Carlos I estaba, en 1542, sujeto a grandes tensiones internacionales y no parece que se resistiese a autorizar una segunda universidad -existía la de Huesca, que fue la pionera-, sobre todo porque el permiso no implicaba asignación ninguna de dineros.

Pasaron muchos años sin que la universidad creada se encarnase en edificios y aulas, biblioteca y cátedras, nóminas y estatutos, profesores y estudiantes. Zaragoza se siguió valiendo de su 'Studium Generale', nada despreciable, pero bastante limitado.

El enemigo en casa

El enemigo estaba en casa y prueba documentada es el propio virrey, hombre de alta cuna a quien acabaron llamando 'el Santo', pues concluyó su vida escribiendo libros de piedad y como devoto terciario franciscano. Fue don Artal de Alagón y Martínez de Luna, III conde de Sástago, cuyo palacio en el Coso es hoy propiedad de la Diputación de Zaragoza. Sus apellidos revelan la prosapia del personaje.

El aristócrata pensaba que la idea era una abominación y escribió al rey largamente, advirtiéndole del desastre: lo que faltaba en Aragón, ya tan garantista con sus fueros y comprensivo ante el delincuente -aseguraba-, era «el ajuntamiento de semejante gente (…) y assi serían infinitos los delitos que se cometerían en la ciudad de Çaragoça si en ella hubiese Vniversidad, por los estudiantes que a ella concurrirían»; no solo por ser los estudiantes «gente libre, moça y briosa», sino porque, al amparo del generoso fuero universitario, se matricularía con ellos gente de mala ralea, para tener impunidad ante los tribunales ordinarios.

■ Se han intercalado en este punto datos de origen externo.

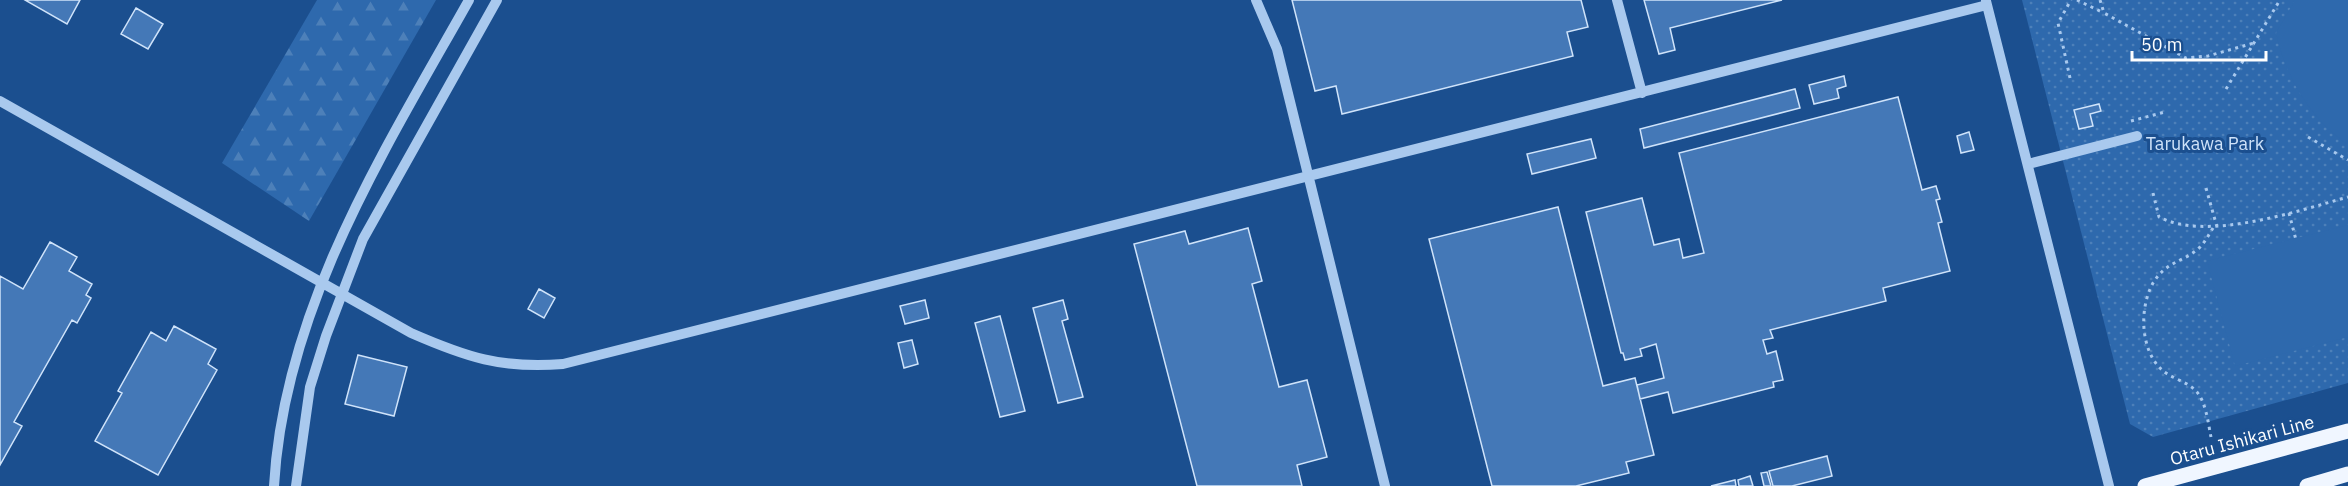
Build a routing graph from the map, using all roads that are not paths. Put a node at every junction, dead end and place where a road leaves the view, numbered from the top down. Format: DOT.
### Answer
graph roads {
  1 [pos="469,0"];
  2 [pos="497,0"];
  3 [pos="1256,0"];
  4 [pos="1617,0"];
  5 [pos="1987,3"];
  6 [pos="1642,93"];
  7 [pos="0,101"];
  8 [pos="2136,136"];
  9 [pos="2028,164"];
  10 [pos="1307,178"];
  11 [pos="323,283"];
  12 [pos="342,293"];
  13 [pos="2348,431"];
  14 [pos="2348,474"];
  15 [pos="274,486"];
  16 [pos="296,486"];
  17 [pos="1385,486"];
  18 [pos="2109,486"];
  19 [pos="2145,486"];
  20 [pos="2307,486"];
  1 -- 11 [label="street"];
  2 -- 12 [label="street"];
  3 -- 10 [label="street"];
  4 -- 6 [label="street"];
  5 -- 6 [label="street"];
  5 -- 9 [label="street"];
  6 -- 10 [label="street"];
  7 -- 11 [label="street"];
  8 -- 9 [label="street"];
  9 -- 18 [label="street"];
  10 -- 12 [label="street"];
  10 -- 17 [label="street"];
  11 -- 12 [label="street"];
  11 -- 15 [label="street"];
  12 -- 16 [label="street"];
  13 -- 19 [label="main road, Otaru Ishikari Line"];
  14 -- 20 [label="main road"];
}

Estaban, además, la falta de habitantes y la tendencia humana a la vagancia: «Este Reyno es pobrissimo de gente» y si sus jóvenes se dedican a estudiar, no habrá pastores, ni criados, «ni aun quien labrasse la tierra (…) y faltaran personas para los oficios de sastres, calceteros y otros de esta calidad, y menor, tan necesarios a la republica». Cualquier hombre descontento con su suerte querrá que su hijo estudie. Se llenará todo de vagos, «porque en todos los demás oficios y exercicios es fácil de conocer si los hombres trabajan, y en el de las letras no se puede echar de ver en muchos días; ni aun lo podrá entender el aldeano a quien dará a entender su hijo que sabe tanto como Santo Thomas, Bártolo [jurista italiano del siglo XIV] o Galeno. Y quando los pobres padres se desengañen desto ya estarán sus hijos distrahydos e inábiles para otro officio o comercio, y assi vendrán a parar en vagabundos y perdidos». Sin contar –añade- con el peligroso aumento de abogados, especializados en crear conflictos para poderlos resolver y vivir de esta martingala.

No es, pues, tan raro que hicieran falta toda la rasmia de Cerbuna y el empeño de la Ciudad para poner en marcha una institución, jamás opulenta, nunca ociosa, y sin la cual hoy Aragón se sentiría desnudo y desvalido. Incluso el mismísimo y cenizo Don Artal estaría de acuerdo en ello. (O no, váyase a saber).